Within this material, how many lines have the string "Right" in them? The answer is a number, with nothing added.

Data extract:
********************

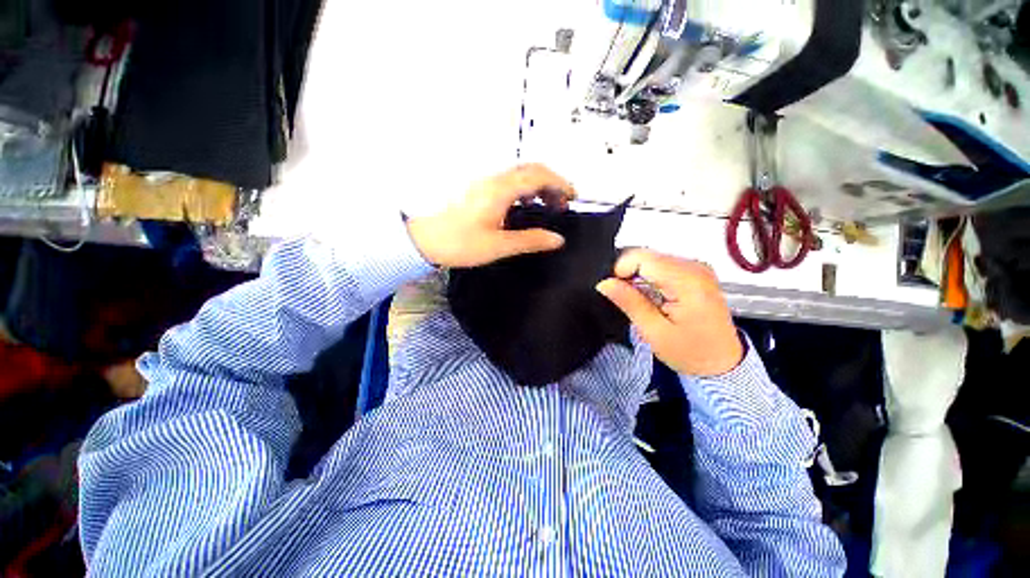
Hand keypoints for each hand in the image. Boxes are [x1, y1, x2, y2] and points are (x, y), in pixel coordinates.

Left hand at [406, 164, 576, 267]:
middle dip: (551, 183)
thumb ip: (530, 240)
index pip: (538, 175)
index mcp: (500, 190)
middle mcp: (493, 179)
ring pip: (518, 174)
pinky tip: (522, 205)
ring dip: (537, 185)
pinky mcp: (477, 188)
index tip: (573, 197)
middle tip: (561, 204)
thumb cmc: (459, 244)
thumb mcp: (498, 246)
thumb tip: (558, 239)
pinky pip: (507, 181)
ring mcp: (483, 181)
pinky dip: (522, 189)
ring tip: (545, 206)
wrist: (422, 240)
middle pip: (530, 170)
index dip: (560, 183)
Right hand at [596, 249, 743, 376]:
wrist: (722, 364)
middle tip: (627, 300)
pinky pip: (662, 266)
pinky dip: (649, 279)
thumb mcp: (653, 331)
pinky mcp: (695, 273)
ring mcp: (697, 268)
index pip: (642, 257)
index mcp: (687, 281)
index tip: (614, 290)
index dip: (620, 270)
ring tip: (641, 302)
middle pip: (647, 256)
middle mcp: (695, 267)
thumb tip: (604, 283)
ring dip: (638, 278)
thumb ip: (629, 302)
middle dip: (629, 274)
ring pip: (652, 260)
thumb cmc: (691, 353)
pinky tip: (652, 298)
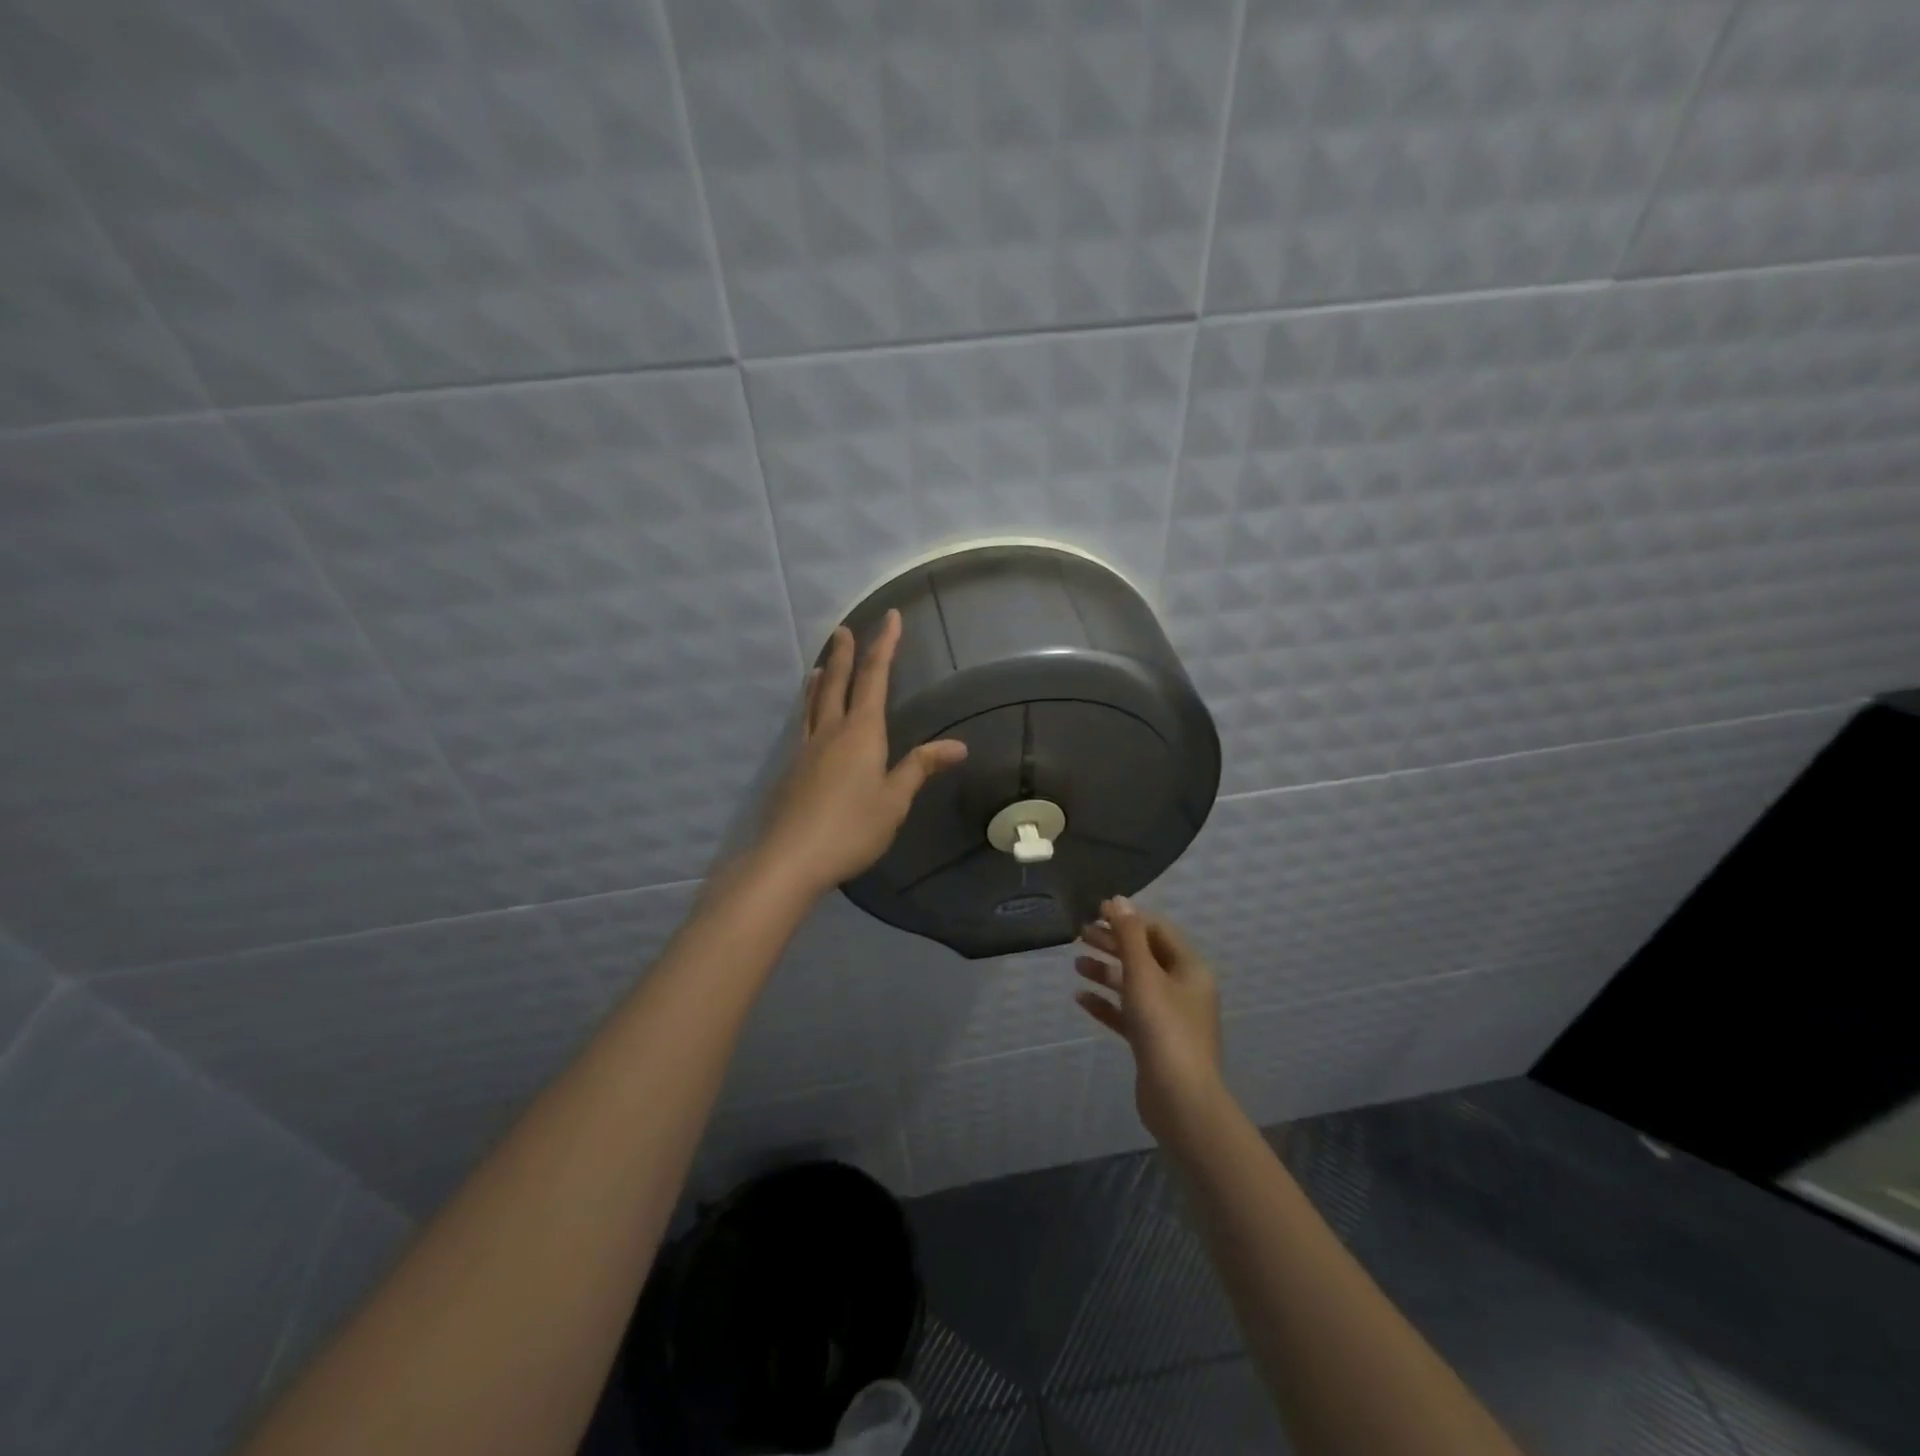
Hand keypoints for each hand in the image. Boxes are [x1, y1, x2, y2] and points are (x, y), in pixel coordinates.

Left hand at [754, 609, 967, 898]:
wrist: (791, 857)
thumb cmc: (852, 828)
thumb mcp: (894, 800)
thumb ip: (920, 767)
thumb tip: (958, 745)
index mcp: (862, 732)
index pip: (875, 678)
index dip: (884, 646)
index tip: (890, 618)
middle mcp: (832, 731)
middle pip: (837, 682)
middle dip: (844, 653)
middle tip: (844, 629)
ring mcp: (808, 748)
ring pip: (814, 701)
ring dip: (821, 677)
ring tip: (820, 663)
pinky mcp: (792, 768)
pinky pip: (804, 723)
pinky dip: (809, 705)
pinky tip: (809, 716)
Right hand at [1076, 899, 1225, 1143]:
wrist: (1180, 1101)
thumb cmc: (1164, 1028)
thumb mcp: (1143, 975)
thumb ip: (1129, 936)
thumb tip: (1118, 900)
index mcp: (1189, 968)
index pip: (1157, 930)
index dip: (1128, 919)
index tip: (1095, 912)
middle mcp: (1183, 988)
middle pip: (1145, 955)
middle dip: (1113, 943)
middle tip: (1079, 934)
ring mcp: (1169, 1017)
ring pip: (1134, 984)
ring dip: (1107, 972)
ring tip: (1076, 965)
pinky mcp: (1154, 1042)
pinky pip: (1128, 1013)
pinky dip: (1106, 1003)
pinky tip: (1081, 999)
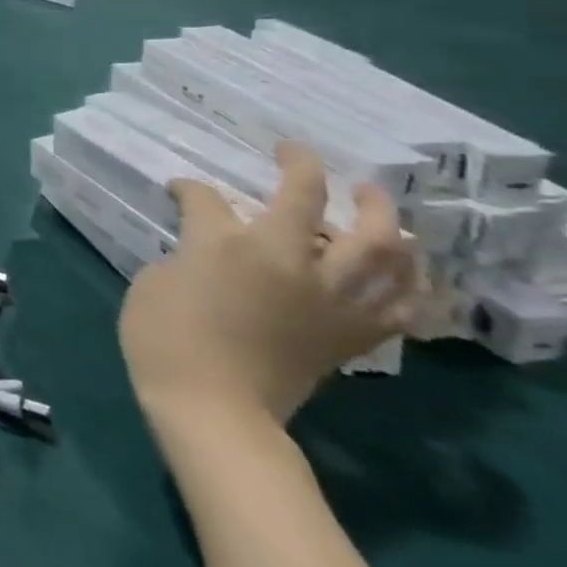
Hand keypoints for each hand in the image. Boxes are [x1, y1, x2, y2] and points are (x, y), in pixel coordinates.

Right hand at [119, 142, 420, 427]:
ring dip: (380, 217)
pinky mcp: (351, 333)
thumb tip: (207, 246)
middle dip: (305, 170)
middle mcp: (288, 259)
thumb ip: (188, 253)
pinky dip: (410, 284)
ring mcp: (328, 297)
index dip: (188, 189)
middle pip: (312, 200)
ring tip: (375, 203)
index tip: (178, 190)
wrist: (212, 406)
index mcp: (228, 243)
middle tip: (300, 159)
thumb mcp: (156, 280)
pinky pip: (401, 304)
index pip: (205, 197)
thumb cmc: (164, 336)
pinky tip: (405, 273)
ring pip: (380, 247)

********************

Response area:
3